A judge was wrong to penalise a claimant for not disclosing an important piece of evidence, given that the defendant made the part 36 offer she accepted in full knowledge of her dishonesty, the Court of Appeal has ruled.
It said the defendant could have made a different type of offer that took the claimant’s conduct into account.
Tuson v Murphy  EWCA Civ 1461  was a claim brought by Anna Louise Touson after she fell from her horse during a lesson at the defendant’s riding school and broke her right arm. She subsequently developed obsessive compulsive disorder (OCD) which two psychiatrists attributed to the accident.
In May 2012, liability was admitted subject to an agreed deduction of 15% for contributory negligence. She gave up her work as a schoolteacher in September 2012, and issued proceedings in August 2013.
Her claim was initially valued at over £1.5m, based on the premise that she would be unable to work again, but in November 2013 Ms Tuson obtained a franchise in a playgroup organisation called Creation Station.
When she served her first witness statement in April 2014, Ms Tuson did not mention this work, which ended later in 2014, but the defendant learnt about it in 2015.
In her third witness statement in September 2015, she said the aims of buying the franchise were to create a playgroup for her son and help her with her OCD – she did not intend to, and did not in fact, make any money from it.
A week later, the defendant made a part 36 offer of £352,060 – valuing the claim at more than £400,000 given the contributory negligence deduction – which was accepted on 1 December 2015; the 21 days for acceptance expired on 8 October.
His Honour Judge Charles Harris QC ruled that the “normal” order that the defendant pay the claimant’s costs up to the date when the offer expired would be unjust.
This was because “it would mean that the claimant is not sanctioned in any way… for presenting her case on a misleading basis, for failing to disclose discoverable documents and for failing to tell the defendant, the court and the doctors about activities which she engaged in, which clearly cast significant doubt on her assertions about the extent to which she was disabled by OCD”.
He ordered that Ms Tuson pay the defendant’s costs from 1 April 2014, the date of the first witness statement.
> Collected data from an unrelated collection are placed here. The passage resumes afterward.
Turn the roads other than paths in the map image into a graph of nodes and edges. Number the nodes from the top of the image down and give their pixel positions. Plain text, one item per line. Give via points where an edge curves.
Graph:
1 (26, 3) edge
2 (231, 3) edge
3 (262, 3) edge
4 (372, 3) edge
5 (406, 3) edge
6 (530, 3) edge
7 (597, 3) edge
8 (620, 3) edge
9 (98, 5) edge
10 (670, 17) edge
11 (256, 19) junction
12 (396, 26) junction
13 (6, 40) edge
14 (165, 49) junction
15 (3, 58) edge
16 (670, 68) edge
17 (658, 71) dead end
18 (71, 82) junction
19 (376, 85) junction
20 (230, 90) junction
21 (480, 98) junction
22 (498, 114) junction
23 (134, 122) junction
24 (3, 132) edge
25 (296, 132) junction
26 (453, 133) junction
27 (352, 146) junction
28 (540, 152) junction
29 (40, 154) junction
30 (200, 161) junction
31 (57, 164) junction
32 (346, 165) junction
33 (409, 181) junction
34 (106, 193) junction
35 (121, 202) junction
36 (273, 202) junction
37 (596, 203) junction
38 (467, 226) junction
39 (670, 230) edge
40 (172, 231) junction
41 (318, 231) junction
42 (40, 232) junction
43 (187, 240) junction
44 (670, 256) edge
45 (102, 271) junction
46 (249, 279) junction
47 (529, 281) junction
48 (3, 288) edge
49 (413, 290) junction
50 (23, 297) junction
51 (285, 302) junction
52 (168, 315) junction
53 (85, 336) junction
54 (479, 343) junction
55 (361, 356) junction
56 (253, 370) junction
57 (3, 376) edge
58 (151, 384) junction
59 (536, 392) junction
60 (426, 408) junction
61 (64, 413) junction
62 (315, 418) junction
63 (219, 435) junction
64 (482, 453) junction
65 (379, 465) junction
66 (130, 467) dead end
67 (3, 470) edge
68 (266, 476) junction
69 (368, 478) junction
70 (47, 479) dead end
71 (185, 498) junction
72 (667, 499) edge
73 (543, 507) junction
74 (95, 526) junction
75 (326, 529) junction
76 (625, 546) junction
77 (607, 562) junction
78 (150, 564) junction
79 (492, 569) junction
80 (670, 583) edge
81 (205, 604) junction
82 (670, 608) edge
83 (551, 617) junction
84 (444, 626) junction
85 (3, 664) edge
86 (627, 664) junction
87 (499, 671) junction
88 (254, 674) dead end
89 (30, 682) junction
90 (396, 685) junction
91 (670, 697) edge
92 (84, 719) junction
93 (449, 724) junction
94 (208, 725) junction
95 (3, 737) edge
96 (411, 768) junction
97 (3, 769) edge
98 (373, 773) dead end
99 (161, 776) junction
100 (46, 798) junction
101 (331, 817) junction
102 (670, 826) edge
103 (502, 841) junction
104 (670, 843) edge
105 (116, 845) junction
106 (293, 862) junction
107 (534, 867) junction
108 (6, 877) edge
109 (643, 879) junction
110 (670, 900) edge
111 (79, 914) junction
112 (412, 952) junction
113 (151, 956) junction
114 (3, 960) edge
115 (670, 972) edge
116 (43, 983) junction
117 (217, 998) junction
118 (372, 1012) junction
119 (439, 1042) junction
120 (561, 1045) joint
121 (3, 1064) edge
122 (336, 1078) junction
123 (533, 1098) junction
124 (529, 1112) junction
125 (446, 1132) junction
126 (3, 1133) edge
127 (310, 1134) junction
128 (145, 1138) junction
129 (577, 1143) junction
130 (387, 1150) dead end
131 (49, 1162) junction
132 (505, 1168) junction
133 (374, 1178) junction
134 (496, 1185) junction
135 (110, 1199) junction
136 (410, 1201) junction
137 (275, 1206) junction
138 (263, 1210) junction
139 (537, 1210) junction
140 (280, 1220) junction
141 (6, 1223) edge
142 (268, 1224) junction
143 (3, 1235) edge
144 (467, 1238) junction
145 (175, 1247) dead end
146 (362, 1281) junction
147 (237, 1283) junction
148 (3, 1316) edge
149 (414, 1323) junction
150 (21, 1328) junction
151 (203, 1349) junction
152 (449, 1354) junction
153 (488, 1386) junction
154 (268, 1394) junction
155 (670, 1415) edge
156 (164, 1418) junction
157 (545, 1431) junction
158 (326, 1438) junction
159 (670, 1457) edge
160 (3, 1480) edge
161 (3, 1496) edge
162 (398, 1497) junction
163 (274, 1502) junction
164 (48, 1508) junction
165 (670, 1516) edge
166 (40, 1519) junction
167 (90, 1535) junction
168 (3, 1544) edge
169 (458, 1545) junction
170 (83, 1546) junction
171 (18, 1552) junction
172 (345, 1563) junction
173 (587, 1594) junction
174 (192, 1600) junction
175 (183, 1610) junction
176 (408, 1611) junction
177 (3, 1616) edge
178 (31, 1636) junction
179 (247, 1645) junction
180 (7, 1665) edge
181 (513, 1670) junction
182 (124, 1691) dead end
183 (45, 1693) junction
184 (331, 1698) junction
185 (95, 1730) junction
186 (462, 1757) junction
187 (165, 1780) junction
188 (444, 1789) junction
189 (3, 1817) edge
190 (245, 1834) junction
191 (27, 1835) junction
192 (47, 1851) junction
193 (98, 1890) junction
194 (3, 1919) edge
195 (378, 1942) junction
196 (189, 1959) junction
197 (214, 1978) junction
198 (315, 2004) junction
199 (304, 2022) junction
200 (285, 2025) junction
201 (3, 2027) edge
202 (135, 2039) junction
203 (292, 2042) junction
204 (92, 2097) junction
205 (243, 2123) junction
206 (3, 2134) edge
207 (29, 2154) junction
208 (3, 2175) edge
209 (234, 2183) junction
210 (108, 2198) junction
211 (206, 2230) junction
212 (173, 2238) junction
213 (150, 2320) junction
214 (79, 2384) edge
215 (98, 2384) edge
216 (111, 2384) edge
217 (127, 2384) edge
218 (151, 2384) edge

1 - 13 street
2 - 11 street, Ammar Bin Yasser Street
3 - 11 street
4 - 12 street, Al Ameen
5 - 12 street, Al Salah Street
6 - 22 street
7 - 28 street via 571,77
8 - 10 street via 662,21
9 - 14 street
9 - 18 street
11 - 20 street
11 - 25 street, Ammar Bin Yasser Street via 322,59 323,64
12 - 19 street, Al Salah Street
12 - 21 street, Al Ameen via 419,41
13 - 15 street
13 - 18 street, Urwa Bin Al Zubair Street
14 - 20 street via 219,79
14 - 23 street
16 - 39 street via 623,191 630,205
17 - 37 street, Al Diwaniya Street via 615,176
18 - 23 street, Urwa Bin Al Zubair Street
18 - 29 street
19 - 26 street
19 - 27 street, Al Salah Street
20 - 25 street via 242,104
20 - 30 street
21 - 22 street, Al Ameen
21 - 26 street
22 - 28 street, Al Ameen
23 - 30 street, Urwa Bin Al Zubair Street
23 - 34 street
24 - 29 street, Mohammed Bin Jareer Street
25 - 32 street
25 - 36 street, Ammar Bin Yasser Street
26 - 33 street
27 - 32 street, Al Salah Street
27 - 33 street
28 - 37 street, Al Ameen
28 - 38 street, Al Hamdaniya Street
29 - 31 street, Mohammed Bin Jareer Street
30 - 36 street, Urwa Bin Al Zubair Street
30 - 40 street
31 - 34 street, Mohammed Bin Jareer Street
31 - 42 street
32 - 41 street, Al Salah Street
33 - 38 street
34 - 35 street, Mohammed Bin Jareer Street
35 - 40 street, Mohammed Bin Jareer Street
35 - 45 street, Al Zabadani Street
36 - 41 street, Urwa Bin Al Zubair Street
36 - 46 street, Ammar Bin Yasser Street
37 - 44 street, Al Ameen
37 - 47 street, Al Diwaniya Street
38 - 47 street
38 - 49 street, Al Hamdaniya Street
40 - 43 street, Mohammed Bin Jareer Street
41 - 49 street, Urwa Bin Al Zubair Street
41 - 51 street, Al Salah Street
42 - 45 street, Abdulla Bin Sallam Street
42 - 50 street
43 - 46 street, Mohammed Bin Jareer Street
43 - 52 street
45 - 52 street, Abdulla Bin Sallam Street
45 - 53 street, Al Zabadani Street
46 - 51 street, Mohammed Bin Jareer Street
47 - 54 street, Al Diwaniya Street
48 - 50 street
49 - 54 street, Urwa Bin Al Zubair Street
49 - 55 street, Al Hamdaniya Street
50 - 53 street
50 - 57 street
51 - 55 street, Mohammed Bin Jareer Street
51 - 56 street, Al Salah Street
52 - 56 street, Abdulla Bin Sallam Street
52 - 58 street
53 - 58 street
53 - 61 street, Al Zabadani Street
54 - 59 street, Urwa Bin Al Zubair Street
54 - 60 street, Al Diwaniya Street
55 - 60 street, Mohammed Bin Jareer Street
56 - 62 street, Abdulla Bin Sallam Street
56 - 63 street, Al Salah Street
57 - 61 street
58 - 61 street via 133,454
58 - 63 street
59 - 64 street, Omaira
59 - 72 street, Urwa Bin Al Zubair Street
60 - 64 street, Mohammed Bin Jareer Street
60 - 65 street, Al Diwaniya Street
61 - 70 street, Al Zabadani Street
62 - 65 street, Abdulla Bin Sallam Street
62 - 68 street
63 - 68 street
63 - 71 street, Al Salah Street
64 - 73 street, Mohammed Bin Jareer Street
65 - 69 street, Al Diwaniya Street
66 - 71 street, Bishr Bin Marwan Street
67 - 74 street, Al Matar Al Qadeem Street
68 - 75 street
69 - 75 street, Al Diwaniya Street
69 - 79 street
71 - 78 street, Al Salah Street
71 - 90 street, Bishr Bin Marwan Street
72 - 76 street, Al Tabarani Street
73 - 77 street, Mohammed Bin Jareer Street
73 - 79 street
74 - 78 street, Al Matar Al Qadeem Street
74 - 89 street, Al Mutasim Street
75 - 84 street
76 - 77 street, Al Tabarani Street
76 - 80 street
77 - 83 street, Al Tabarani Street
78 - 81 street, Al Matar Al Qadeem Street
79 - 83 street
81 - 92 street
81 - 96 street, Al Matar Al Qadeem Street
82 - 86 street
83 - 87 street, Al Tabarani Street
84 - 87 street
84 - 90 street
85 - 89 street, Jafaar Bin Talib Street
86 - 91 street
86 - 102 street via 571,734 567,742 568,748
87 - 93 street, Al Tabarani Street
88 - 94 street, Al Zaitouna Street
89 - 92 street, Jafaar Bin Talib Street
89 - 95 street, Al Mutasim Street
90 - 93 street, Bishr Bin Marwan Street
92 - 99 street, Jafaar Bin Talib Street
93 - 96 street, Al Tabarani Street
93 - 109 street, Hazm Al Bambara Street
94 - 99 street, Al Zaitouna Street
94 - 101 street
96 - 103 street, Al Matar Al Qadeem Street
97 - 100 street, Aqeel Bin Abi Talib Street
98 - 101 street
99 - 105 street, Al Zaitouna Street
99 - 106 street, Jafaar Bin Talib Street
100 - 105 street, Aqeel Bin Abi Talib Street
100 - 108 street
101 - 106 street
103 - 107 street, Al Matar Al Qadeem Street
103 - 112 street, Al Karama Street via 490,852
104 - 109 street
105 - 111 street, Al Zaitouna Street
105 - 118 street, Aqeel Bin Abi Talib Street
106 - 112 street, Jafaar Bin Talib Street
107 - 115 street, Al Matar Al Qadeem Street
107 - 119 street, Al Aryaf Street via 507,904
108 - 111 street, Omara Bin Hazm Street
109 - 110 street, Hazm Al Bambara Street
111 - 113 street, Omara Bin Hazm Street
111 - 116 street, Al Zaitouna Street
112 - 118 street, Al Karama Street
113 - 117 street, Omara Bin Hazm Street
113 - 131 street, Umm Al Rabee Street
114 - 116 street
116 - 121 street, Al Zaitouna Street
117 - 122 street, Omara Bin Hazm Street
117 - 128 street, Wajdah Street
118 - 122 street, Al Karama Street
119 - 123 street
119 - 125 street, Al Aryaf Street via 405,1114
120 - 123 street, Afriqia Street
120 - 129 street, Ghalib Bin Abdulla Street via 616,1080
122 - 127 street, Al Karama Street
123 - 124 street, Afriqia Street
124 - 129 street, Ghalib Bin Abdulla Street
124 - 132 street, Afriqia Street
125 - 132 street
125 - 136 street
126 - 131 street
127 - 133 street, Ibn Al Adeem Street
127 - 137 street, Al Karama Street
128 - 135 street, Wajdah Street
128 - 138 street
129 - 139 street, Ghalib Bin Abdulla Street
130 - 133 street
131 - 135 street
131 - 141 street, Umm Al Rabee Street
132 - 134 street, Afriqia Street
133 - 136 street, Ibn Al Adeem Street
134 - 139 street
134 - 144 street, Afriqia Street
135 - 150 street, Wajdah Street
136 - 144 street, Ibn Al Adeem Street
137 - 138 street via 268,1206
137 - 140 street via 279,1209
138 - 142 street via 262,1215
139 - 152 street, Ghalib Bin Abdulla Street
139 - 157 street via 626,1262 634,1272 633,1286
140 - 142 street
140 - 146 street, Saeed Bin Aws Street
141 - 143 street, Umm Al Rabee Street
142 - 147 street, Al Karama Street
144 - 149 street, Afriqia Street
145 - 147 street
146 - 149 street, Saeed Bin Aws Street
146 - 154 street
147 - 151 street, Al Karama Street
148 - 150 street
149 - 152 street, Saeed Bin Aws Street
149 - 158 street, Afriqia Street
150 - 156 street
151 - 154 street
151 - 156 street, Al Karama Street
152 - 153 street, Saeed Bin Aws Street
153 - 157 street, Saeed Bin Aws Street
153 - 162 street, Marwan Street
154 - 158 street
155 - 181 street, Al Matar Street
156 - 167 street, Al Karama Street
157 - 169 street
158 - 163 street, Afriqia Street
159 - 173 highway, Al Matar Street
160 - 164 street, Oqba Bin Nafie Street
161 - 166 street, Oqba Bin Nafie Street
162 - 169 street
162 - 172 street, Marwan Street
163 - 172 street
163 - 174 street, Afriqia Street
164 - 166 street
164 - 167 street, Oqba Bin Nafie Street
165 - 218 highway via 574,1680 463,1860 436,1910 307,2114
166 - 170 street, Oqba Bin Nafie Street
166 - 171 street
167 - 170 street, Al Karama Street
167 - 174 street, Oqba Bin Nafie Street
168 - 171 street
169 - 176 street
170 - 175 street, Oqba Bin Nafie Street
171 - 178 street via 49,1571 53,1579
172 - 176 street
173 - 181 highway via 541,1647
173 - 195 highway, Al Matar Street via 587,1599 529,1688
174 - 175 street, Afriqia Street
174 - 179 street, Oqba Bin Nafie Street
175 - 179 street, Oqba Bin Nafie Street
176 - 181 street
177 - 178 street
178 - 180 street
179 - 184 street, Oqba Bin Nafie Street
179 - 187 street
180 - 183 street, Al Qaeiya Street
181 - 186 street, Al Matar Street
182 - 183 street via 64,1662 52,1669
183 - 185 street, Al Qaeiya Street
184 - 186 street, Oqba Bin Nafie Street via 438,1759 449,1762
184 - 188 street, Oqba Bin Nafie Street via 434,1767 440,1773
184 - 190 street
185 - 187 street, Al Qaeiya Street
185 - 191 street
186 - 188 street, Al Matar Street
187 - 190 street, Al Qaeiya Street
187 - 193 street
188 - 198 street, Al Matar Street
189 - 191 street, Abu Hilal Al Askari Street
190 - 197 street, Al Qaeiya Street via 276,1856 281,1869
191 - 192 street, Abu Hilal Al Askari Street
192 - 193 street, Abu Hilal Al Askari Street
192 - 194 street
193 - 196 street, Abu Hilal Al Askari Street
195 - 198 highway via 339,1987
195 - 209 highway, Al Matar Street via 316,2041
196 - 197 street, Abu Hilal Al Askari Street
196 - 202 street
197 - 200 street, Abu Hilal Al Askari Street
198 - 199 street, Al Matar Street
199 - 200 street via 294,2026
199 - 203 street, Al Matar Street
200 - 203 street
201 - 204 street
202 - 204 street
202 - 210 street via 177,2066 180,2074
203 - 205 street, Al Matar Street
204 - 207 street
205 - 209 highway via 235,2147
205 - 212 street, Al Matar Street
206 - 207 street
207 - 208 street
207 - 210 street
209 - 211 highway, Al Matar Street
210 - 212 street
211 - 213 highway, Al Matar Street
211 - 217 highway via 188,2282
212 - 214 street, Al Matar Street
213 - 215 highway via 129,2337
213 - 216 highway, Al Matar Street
On appeal, Lord Justice Bean – giving the unanimous ruling of the Court of Appeal – said the claimant’s “modest attempts to run a playgroup do not amount to evidence that the claimant’s disability was fabricated”.
However, they were “certainly material to her argument that she was, and might remain for a long period, incapable of any work”.
The reasons given in her third witness statement were “unconvincing” and HHJ Harris was “entitled to describe her conduct as dishonest and misleading”.
But he continued: “Nevertheless, I cannot agree with the judge’s decision on costs or the reasoning which led him to that decision.
“His judgment, with respect, does not grapple with the argument that the defendant’s part 36 offer was unconditional, rather than a Calderbank offer, and that it was made with knowledge of the claimant’s material non-disclosure.
“The defendant’s insurers, through their very experienced solicitors, made the unconditional part 36 offer in full knowledge of the claimant’s material non-disclosure, and knowing that acceptance within 21 days would (by virtue of CPR 36.13(1)) give the claimant her costs to date as of right.”
Bean LJ noted that in the landmark Summers v Fairclough Homes case, “where the dishonesty of the claimant was on a scale far greater than in the present case”, the Supreme Court emphasised the importance of the defendant’s ability to make an offer on special terms as to costs.
In that case, Lord Clarke said there was no reason why a defendant should not make a Calderbank offer “in which it offers to settle the genuine claim but at the same time offers to settle the issues of costs on the basis that the claimant will pay the defendant’s costs incurred in respect of the fraudulent or dishonest aspects of the case on an indemnity basis”.
Bean LJ added that it was not unjust to make the defendant pay the claimant’s costs up to the date of the offer’s expiry, as nothing changed in the weeks until the delayed acceptance.
He ordered the defendant to pay the claimant’s costs up to 8 October 2015, and the claimant to pay the defendant’s costs until to 1 December 2015.